Problem details:
Quote only the span from the first line of the entries to the line containing "position:absolute; left:602px; top:833px;", both ends kept. Leave every picture out.

Task data:
*** Begin section ***

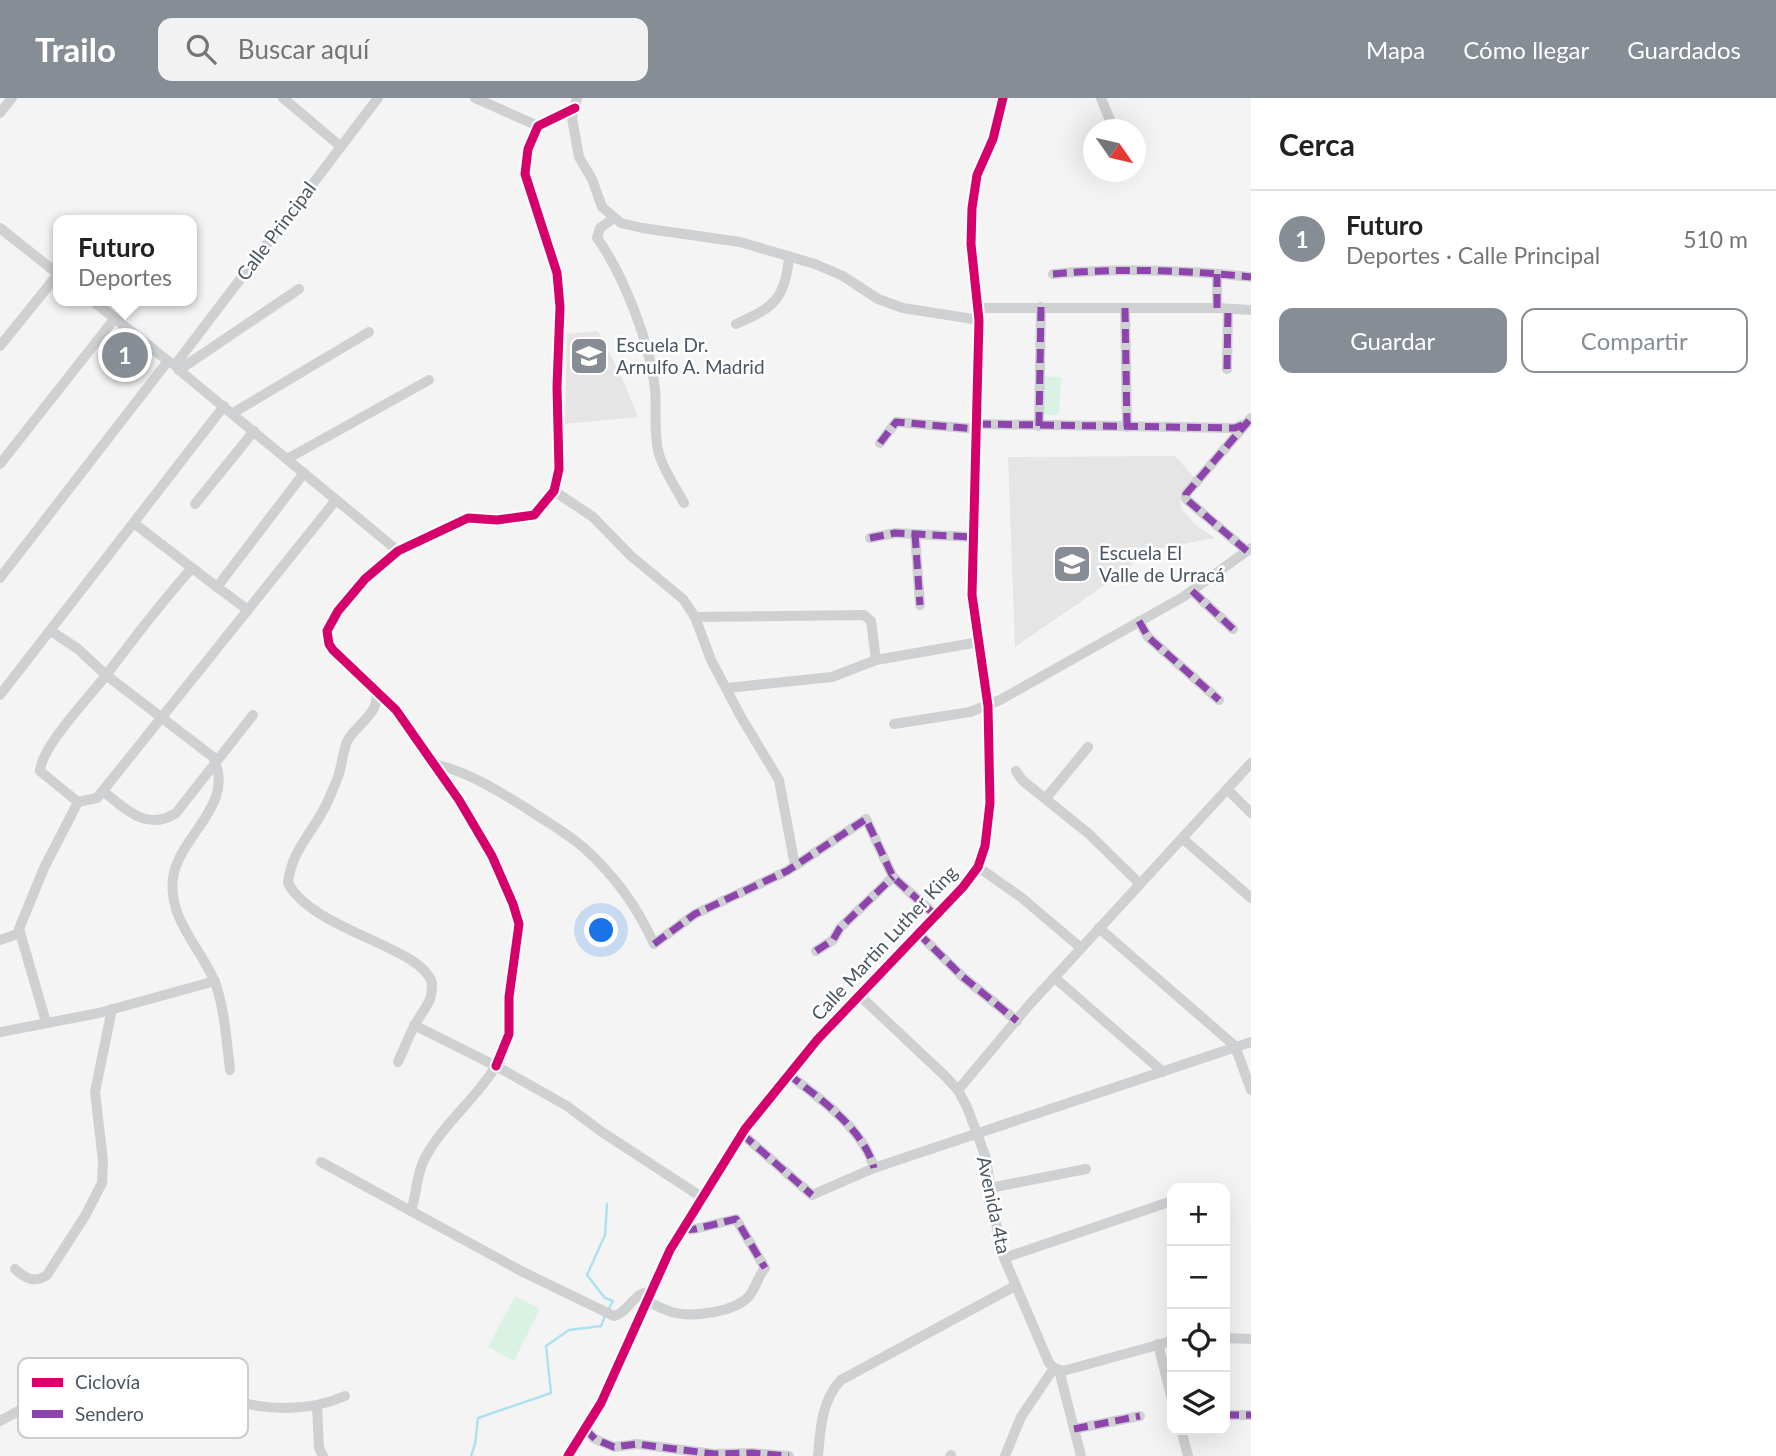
<!DOCTYPE html>
<html lang="es">
<head>
<meta charset="utf-8">
<style>
	body { margin:0; font-family:Lato,sans-serif; background:#f2f2f2; color:#202124 }
	.controls { position:absolute; right:21px; bottom:21px; display:grid; overflow:hidden; border-radius:14px; box-shadow:0 7px 28px #0002 }
	.controls button { width:63px; height:63px; display:grid; place-items:center; padding:0; border:0; border-bottom:2px solid #e0e0e0; background:#fff; color:#202124; font:35px sans-serif }
	.compass { position:absolute; left:1083px; top:21px; width:63px; height:63px; border-radius:50%; background:#fff; box-shadow:0 7px 28px #0002; rotate:124deg }
	.you { position:absolute; left:602px; top:833px; width:24px; height:24px; margin:-18px; border:5px solid #fff; border-radius:50%; background:#1a73e8; box-shadow:0 0 0 10px #1a73e833 }
	.badge { display:grid; place-items:center; width:46px; height:46px; border-radius:50%; background:#868d94; color:#fff; font-size:23px; font-weight:700 }
	.pin { position:absolute; translate:-50% -50%; border:4px solid #fff; box-shadow:0 2px 7px #0006 }
	.popup { position:absolute; left:53px; top:117px; width:144px; height:91px; box-sizing:border-box; display:grid; place-content:center; border-radius:14px; background:#fff; filter:drop-shadow(0 2px 5px #0005); font-size:23px; white-space:nowrap; color:#757577 }
	.popup b { font-size:26px; color:#202124 }
	.popup::after { content:''; position:absolute; left:50%; top:100%; margin-left:-14px; border:14px solid transparent; border-top-color:#fff }
	.list { margin:0; padding:0; list-style:none }
	h2 { display:flex; justify-content:space-between; align-items:center; height:91px; margin:0; padding:0 28px; font-size:30px }
	h2 small { font-size:23px; font-weight:400; color:#757577 }
	.list li { display:grid; grid-template-columns:46px 1fr auto; gap:21px; align-items:center; box-sizing:border-box; height:98px; padding:0 28px; border-top:2px solid #e0e0e0 }
	.list b { display:block; font-size:26px; white-space:nowrap }
	.list p { margin:0; font-size:23px; white-space:nowrap; color:#757577 }
	.list em { font-size:23px; font-style:normal; color:#757577 }
	.actions { display:flex; gap:14px; padding:21px 28px }
	.actions a { flex:1; padding:16px 0; border:2px solid #868d94; border-radius:14px; text-align:center; font-size:24px; color:#868d94 }
	.actions .main { background:#868d94; color:#fff }
	.icon { flex:none; width:38px; height:38px; fill:none; stroke:currentColor; stroke-width:2; stroke-linecap:round; stroke-linejoin:round }
	.map { position:relative; flex:none; width:1251px; height:1358px; overflow:hidden }
	header { display:flex; align-items:center; gap:42px; box-sizing:border-box; height:98px; padding:0 35px; background:#868d94; color:#fff }
	header strong { font-size:33px }
	nav { display:flex; gap:38px; margin-inline-start:auto; font-size:24px }
	.search { width:490px; height:63px; background:#f2f2f2; display:flex; align-items:center; gap:18px; box-sizing:border-box; padding:0 24px; border-radius:14px; color:#757577; font-size:26px }
	main { display:flex }
	aside { flex:1; background:#fff }
	.map>svg:first-child { display:block }
	.education { fill:#e6e5e6 }
	.green { fill:#d9f2e3 }
	.lines { fill:none; stroke-linecap:round; stroke-linejoin:round }
	.stream { stroke:#aee2f0; stroke-width:2.5 }
	.minor { stroke:#ced0d2; stroke-width:10 }
	.quiet { stroke:#8e44ad; stroke-width:7; stroke-dasharray:14 7; stroke-linecap:butt }
	.cycleway-casing { stroke:#fff; stroke-width:13 }
	.cycleway { stroke:#d6006c; stroke-width:9 }
	.labels { text-anchor:middle; stroke-width:5; stroke-linejoin:round; paint-order:stroke }
	.street-label { font-size:19px; fill:#4a5661; stroke:#fff }
	.poi-label { font-size:19px; fill:#4a5661; stroke:#fff; text-anchor:start }
	.key { fill:#fff; stroke:#c9ccd0; stroke-width:2 }
	.key-label { font-size:19px; fill:#4a5661 }
</style>
</head>
<body>
<header>
<strong>Trailo</strong>
<div class="search"><svg class="icon" aria-label="search" viewBox="0 0 24 24"><circle cx="10" cy="10" r="6"/><path d="M15 15l6 6"/></svg>Buscar aquí</div>
<nav><a>Mapa</a><a>Cómo llegar</a><a>Guardados</a></nav>
</header>
<main>
<div class="map">
<svg width="1251" height="1358" viewBox="0 0 1251 1358">
	<rect width="100%" height="100%" fill="#f4f4f4"/>
	<!-- education -->
	<g class="education">
		<path d="M 598,233 L 622,280 L 638,319 L 565,326 L 567,236 Z"/>
		<path d="M 1175,358 L 1195,380 L 1183,394 L 1180,403 L 1182,412 L 1197,428 L 1215,440 L 1150,452 L 1115,480 L 1015,549 L 1008,359 Z"/>
	</g>
	<!-- green -->
	<g class="green">
		<path d="M 120,237 L 145,258 L 129,276 L 104,256 Z"/>
		<path d="M 1042,278 L 1061,279 L 1059,317 L 1040,317 Z"/>
		<path d="M 515,1198 L 540,1211 L 514,1263 L 488,1249 Z"/>
	</g>
	<g class="lines">
		<!-- stream -->
		<g class="stream">
			<path d="M 607,1106 L 605,1137 L 587,1177 L 605,1200 L 613,1203 L 608,1212"/>
			<path d="M 471,1358 L 475,1346 L 478,1320 L 551,1295 L 546,1248 L 569,1232 L 601,1228 L 605,1218"/>
		</g>
		<!-- minor -->
		<g class="minor">
			<path d="M 283,0 L 340,48"/>
			<path d="M 475,0 L 538,28"/>
			<path d="M 577,0 L 572,20 L 579,59 L 592,81 L 602,109 L 621,125 L 642,130 L 740,144 L 815,166 L 843,178 L 878,201 L 903,210 L 979,222"/>
			<path d="M 1101,0 L 1114,32"/>
			<path d="M 0,15 L 12,0"/>
			<path d="M 614,120 L 600,130 L 597,140 C 624,177 650,246 655,291 C 657,313 653,335 659,356 C 664,373 676,390 684,405"/>
			<path d="M 0,130 L 58,176"/>
			<path d="M 1053,176 C 1117,170 1186,172 1251,179"/>
			<path d="M 93,203 L 168,263 L 175,267 L 179,272 L 398,453"/>
			<path d="M 979,210 L 1217,210 L 1251,212"/>
			<path d="M 1125,210 L 1127,329"/>
			<path d="M 1217,210 L 1217,176"/>
			<path d="M 736,226 C 773,210 786,201 789,158"/>
			<path d="M 0,248 L 58,176"/>
			<path d="M 175,267 L 378,0"/>
			<path d="M 1227,271 L 1228,211"/>
			<path d="M 179,272 L 299,191"/>
			<path d="M 233,315 L 369,234"/>
			<path d="M 977,326 L 1235,330 L 1245,326"/>
			<path d="M 1039,328 L 1041,209"/>
			<path d="M 880,345 L 896,324 L 976,331"/>
			<path d="M 287,361 L 429,282"/>
			<path d="M 0,366 L 115,220"/>
			<path d="M 554,393 L 593,419 L 631,458 L 683,501 L 695,519 L 711,562 L 741,619 L 779,682 L 795,768"/>
			<path d="M 195,406 L 254,333"/>
			<path d="M 135,426 L 217,489"/>
			<path d="M 915,436 L 920,507"/>
			<path d="M 870,440 L 895,435 L 972,439"/>
			<path d="M 1247,453 L 1186,401 L 1186,396 L 1251,320"/>
			<path d="M 191,471 C 161,505 134,540 107,576 C 90,599 42,647 40,673 L 78,704 L 97,700 L 336,402"/>
			<path d="M 0,480 L 168,263"/>
			<path d="M 1192,493 L 1233,531"/>
			<path d="M 248,512 L 217,489 L 304,375"/>
			<path d="M 695,519 L 864,517 L 871,523 L 876,562"/>
			<path d="M 1139,523 L 1148,539 L 1219,602"/>
			<path d="M 51,533 L 78,551 L 106,577 L 213,659 C 237,707 179,737 173,780 C 168,820 199,848 214,882 C 224,905 227,946 230,972"/>
			<path d="M 727,590 L 832,579 L 876,562 L 979,544"/>
			<path d="M 375,591 C 383,612 360,624 349,640 C 343,650 343,661 340,672 C 337,684 331,696 326,707 C 312,736 292,751 288,785 C 313,833 422,848 432,885 C 432,889 431,898 430,901 C 427,909 420,917 416,925 C 409,937 404,951 398,964"/>
			<path d="M 0,597 L 224,308"/>
			<path d="M 894,626 L 970,614 L 1000,602 L 1183,499 L 1251,450"/>
			<path d="M 434,666 C 468,674 497,692 526,710 C 545,723 567,735 584,750 C 613,776 638,810 654,846 L 695,816 L 787,773 L 866,721 L 893,779 L 936,818"/>
			<path d="M 1016,673 L 1022,682 L 1089,736 L 1140,786"/>
			<path d="M 1227,691 L 1251,715"/>
			<path d="M 103,693 C 125,711 147,734 176,715 L 253,617"/>
			<path d="M 1046,700 L 1088,649"/>
			<path d="M 1182,740 L 1251,800"/>
			<path d="M 978,769 L 1022,800 L 1081,850"/>
			<path d="M 1099,830 L 1235,948 L 1251,992"/>
			<path d="M 918,835 L 963,879 L 1017,923"/>
			<path d="M 0,842 L 20,835"/>
			<path d="M 816,853 L 833,842 L 840,830 L 893,779"/>
			<path d="M 1055,880 L 1163,974"/>
			<path d="M 860,898 L 944,977 L 958,992 L 967,1009 L 986,1060 L 994,1115 L 1002,1155 L 1049,1265 L 1054,1270 L 1063,1273 L 1172,1243"/>
			<path d="M 46,924 L 19,831 L 44,770 L 78,704"/>
			<path d="M 414,927 L 498,969 L 567,1008 L 602,1034 L 703,1100"/>
			<path d="M 0,934 L 99,915 L 215,883"/>
			<path d="M 498,969 L 509,936 L 509,899 L 517,847 L 519,826 L 513,806 L 492,758 L 459,702 L 396,612 L 333,552 L 329,546 L 327,533 L 338,513 L 365,481 L 398,453 L 468,420 L 497,422 L 534,417 L 554,393 L 559,371 L 557,289 L 560,209 L 557,175 L 525,76 L 528,51 L 538,28 L 575,10"/>
			<path d="M 788,976 C 819,1000 864,1031 874,1070"/>
			<path d="M 958,992 L 1030,906 L 1251,665"/>
			<path d="M 742,1036 L 812,1097 L 874,1070 L 1251,944"/>
			<path d="M 321,1064 L 523,1174 L 614,1218 C 629,1214 633,1195 649,1194"/>
			<path d="M 990,1090 L 1086,1071"/>
			<path d="M 411,1113 C 417,1096 416,1076 425,1060 C 443,1026 476,1001 496,968"/>
			<path d="M 1004,1160 L 1172,1103"/>
			<path d="M 15,1171 C 25,1180 34,1186 47,1177 L 85,1118 L 102,1085 L 103,1063 L 95,994 L 112,911"/>
			<path d="M 647,1203 C 655,1207 664,1212 672,1214 C 691,1220 736,1214 749,1198 C 756,1190 758,1178 765,1170 L 736,1121 L 695,1131 L 683,1132"/>
			<path d="M 1225,1240 L 1251,1241"/>
			<path d="M 1158,1246 L 1172,1302"/>
			<path d="M 1059,1272 L 1081,1358"/>
			<path d="M 317,1307 L 319,1350 L 323,1358"/>
			<path d="M 1225,1317 L 1251,1317"/>
			<path d="M 0,1323 C 23,1311 94,1269 116,1270 C 140,1270 162,1280 184,1287 C 237,1306 290,1322 345,1298"/>
			<path d="M 585,1331 L 595,1341 L 614,1349 L 637,1346 L 714,1356 L 752,1355 L 789,1358"/>
			<path d="M 1074,1331 L 1140,1318"/>
			<path d="M 1181,1332 L 1188,1358"/>
			<path d="M 568,1358 L 601,1305 L 670,1152 L 745,1031 L 817,942 L 963,789 L 978,769 L 985,748 L 990,705 L 988,608 L 972,497 L 979,222 L 971,146 L 972,110 L 977,77 L 993,41 L 1003,0"/>
			<path d="M 818,1358 C 820,1332 822,1301 841,1282 L 1015,1188"/>
			<path d="M 950,1358 L 951,1357"/>
			<path d="M 1005,1358 L 1021,1319 L 1054,1270"/>
		</g>
		<!-- quiet -->
		<g class="quiet">
			<path d="M 1053,176 C 1117,170 1186,172 1251,179"/>
			<path d="M 1125,210 L 1127,329"/>
			<path d="M 1217,210 L 1217,176"/>
			<path d="M 1227,271 L 1228,211"/>
			<path d="M 977,326 L 1235,330 L 1245,326"/>
			<path d="M 1039,328 L 1041,209"/>
			<path d="M 880,345 L 896,324 L 976,331"/>
			<path d="M 915,436 L 920,507"/>
			<path d="M 870,440 L 895,435 L 972,439"/>
			<path d="M 1247,453 L 1186,401 L 1186,396 L 1251,320"/>
			<path d="M 1192,493 L 1233,531"/>
			<path d="M 1139,523 L 1148,539 L 1219,602"/>
			<path d="M 918,835 L 963,879 L 1017,923"/>
			<path d="M 654,846 L 695,816 L 787,773 L 866,721 L 893,779 L 936,818"/>
			<path d="M 816,853 L 833,842 L 840,830 L 893,779"/>
			<path d="M 788,976 C 819,1000 864,1031 874,1070"/>
			<path d="M 742,1036 L 812,1097"/>
			<path d="M 683,1132 L 695,1131 L 736,1121 L 765,1170"/>
			<path d="M 1225,1317 L 1251,1317"/>
			<path d="M 585,1331 L 595,1341 L 614,1349 L 637,1346 L 714,1356 L 752,1355 L 789,1358"/>
			<path d="M 1074,1331 L 1140,1318"/>
		</g>
		<defs>
			<g id="cycleway">
				<path d="M 496,968 L 509,936 L 509,899 L 519,826 L 513,806 L 492,758 L 459,702 L 396,612 L 333,552 L 329,546 L 327,533 L 338,513 L 365,481 L 398,453 L 468,420 L 497,422 L 534,417 L 554,393 L 559,371 L 557,289 L 560,209 L 557,175 L 525,76 L 528,51 L 538,28 L 575,10"/>
				<path d="M 568,1358 L 601,1305 L 670,1152 L 745,1031 L 817,942 L 963,789 L 978,769 L 985,748 L 990,705 L 988,608 L 972,497 L 979,222 L 971,146 L 972,110 L 977,77 L 993,41 L 1003,0"/>
			</g>
		</defs>
		<!-- cycleway casing -->
		<use href="#cycleway" class="cycleway-casing"/>
		<!-- cycleway -->
		<use href="#cycleway" class="cycleway"/>
	</g>
	<!-- icons -->
	<defs>
		<symbol id="school-square" viewBox="-11 -11 22 22"><rect x="-9" y="-9" width="18" height="18" rx="4" fill="#868d94" stroke="#fff"/><path d="M0-5L7-2L0 1L-7-2ZM-4 1L0 2.5L4 1V4Q0 6-4 4Z" fill="#fff"/></symbol>
	</defs>
	<g fill-rule="evenodd">
		<use href="#school-square" x="567" y="236" width="44" height="44"/>
		<use href="#school-square" x="1050" y="444" width="44" height="44"/>
	</g>
	<g class="labels">
		<!-- street labels -->
		<g class="street-label">
			<text transform="translate(276 133) rotate(-53)" y="7">Calle Principal</text>
			<text transform="translate(884 845) rotate(-47)" y="7">Calle Martin Luther King</text>
			<text transform="translate(994 1107) rotate(78)" y="7">Avenida 4ta</text>
		</g>
		<!-- poi labels -->
		<g class="poi-label">
			<text x="616" y="254">Escuela Dr.<tspan x="616" dy="22">Arnulfo A. Madrid</tspan></text>
			<text x="1099" y="462">Escuela El<tspan x="1099" dy="22">Valle de Urracá</tspan></text>
		</g>
	</g>
	<!-- legend -->
	<rect x="18" y="1260" width="230" height="80" rx="10" class="key"/>
	<rect x="32" y="1280" width="31" height="9" fill="#d6006c"/>
	<rect x="32" y="1312" width="31" height="8" fill="#8e44ad"/>
	<g class="key-label">
		<text x="75" y="1291">Ciclovía</text>
		<text x="75" y="1323">Sendero</text>
	</g>
</svg>
<div class="controls">
<button>+</button>
<button>−</button>
<button><svg class="icon" aria-label="locate" viewBox="0 0 24 24"><circle cx="12" cy="12" r="6"/><path d="M12 2v4M12 18v4M2 12h4M18 12h4"/></svg></button>
<button><svg class="icon" aria-label="layers" viewBox="0 0 24 24"><path d="M12 4l9 5-9 5-9-5zM3 14l9 5 9-5"/></svg></button>
</div>
<svg class="compass" viewBox="-18 -18 36 36"><path d="M0-13l5 13h-10z" fill="#e53935"/><path d="M0 13l5-13h-10z" fill="#757577"/></svg>
<div class="you"></div>
<div class="pin badge" style="left:125px;top:257px">1</div>
<div class="popup"><b>Futuro</b>Deportes</div>
</div>
<aside>
<h2>Cerca<small></small></h2>
<ul class="list">
<li><span class="badge">1</span><div><b>Futuro</b><p>Deportes · Calle Principal</p></div><em>510 m</em></li>
</ul>
<div class="actions"><a class="main">Guardar</a><a>Compartir</a></div>
</aside>
</main>
</body>
</html>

*** End section ***

Final answer:
<!DOCTYPE html>
<html lang="es">
<head>
<meta charset="utf-8">
<style>
	body { margin:0; font-family:Lato,sans-serif; background:#f2f2f2; color:#202124 }
	.controls { position:absolute; right:21px; bottom:21px; display:grid; overflow:hidden; border-radius:14px; box-shadow:0 7px 28px #0002 }
	.controls button { width:63px; height:63px; display:grid; place-items:center; padding:0; border:0; border-bottom:2px solid #e0e0e0; background:#fff; color:#202124; font:35px sans-serif }
	.compass { position:absolute; left:1083px; top:21px; width:63px; height:63px; border-radius:50%; background:#fff; box-shadow:0 7px 28px #0002; rotate:124deg }
	.you { position:absolute; left:602px; top:833px; width:24px; height:24px; margin:-18px; border:5px solid #fff; border-radius:50%; background:#1a73e8; box-shadow:0 0 0 10px #1a73e833 }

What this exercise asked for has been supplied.